Where do I start?" That is an absolutely crucial question because my guess is there are a lot of people in churches where not a lot of missions focus exists and therefore there's not a lot of practical help. So let me try to give some. Where to start if God gives the slightest tug toward the unreached peoples of the world?
Start with your Bible and prayer. Read your Bible with the question, "What does this have to do with world missions?" And you will be amazed. If you just put it all through the grid of missions, then pray earnestly every day, "God, please cause your name to be hallowed in my life." That's the Lord's Prayer.

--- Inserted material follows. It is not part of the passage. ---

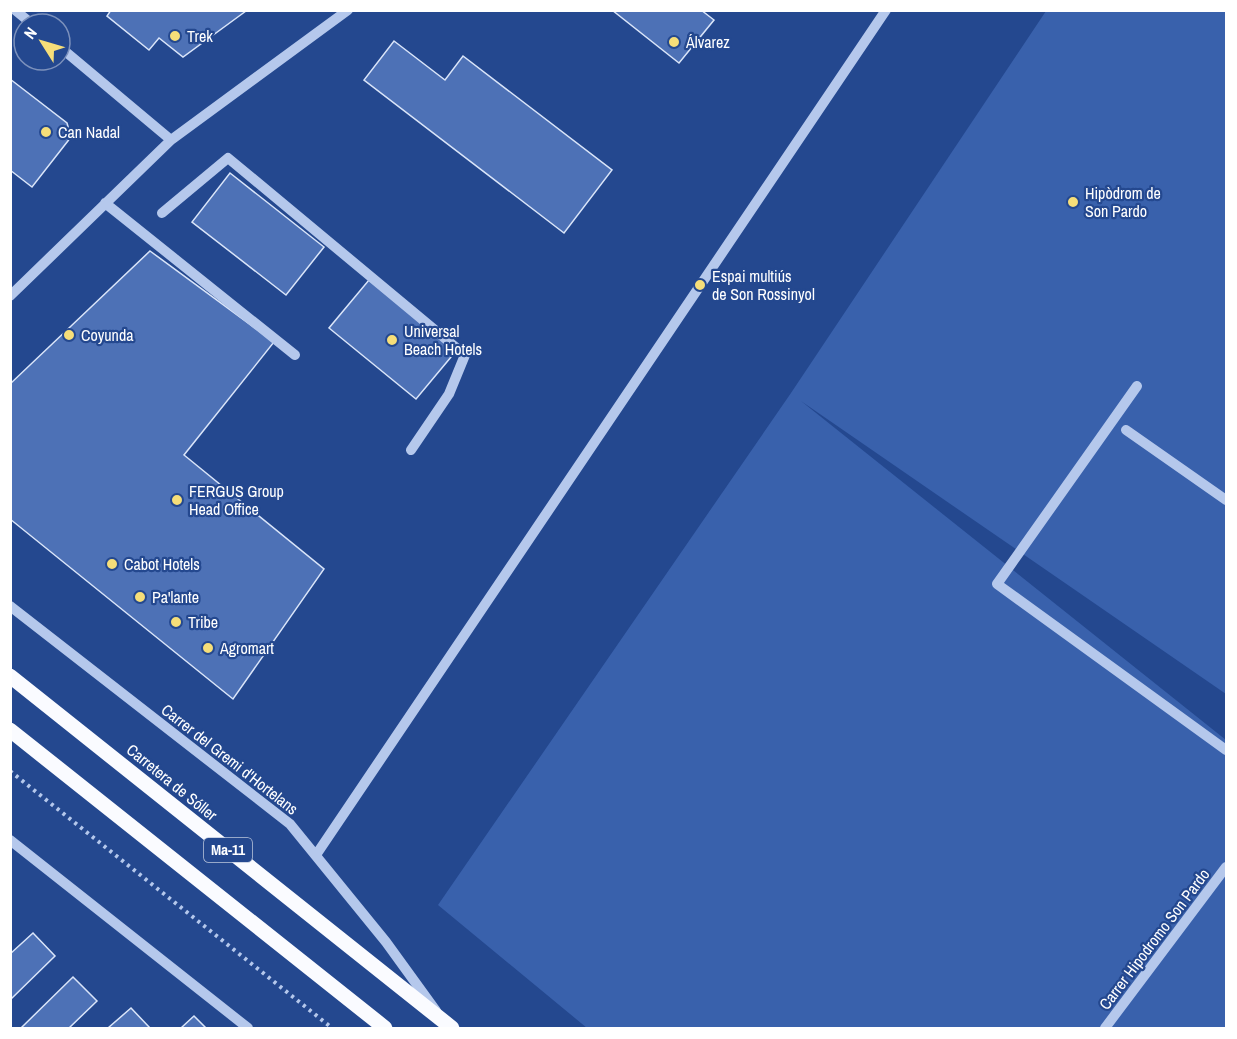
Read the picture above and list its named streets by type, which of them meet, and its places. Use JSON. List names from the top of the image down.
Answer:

"Make your name great and treasured and praised and valuable in my life. Bring your kingdom through my life. Show me the most fruitful path of your will for my life. Give me a sense of yieldedness to your leading. Prepare me in every way for your service. Show me yourself and how I can serve you." So that a young person who's, say, 13 or 15 or 16, if a young person prays that prayer every day, God's going to do amazing things.
He is. He won't neglect a prayer like that coming out of the heart of a young person. And then thirdly, be a part of a good gospel preaching, missions-minded church. Now that may not be easy for a kid because he's going to go where his parents are going and the church may or may not be a missions-powerful church.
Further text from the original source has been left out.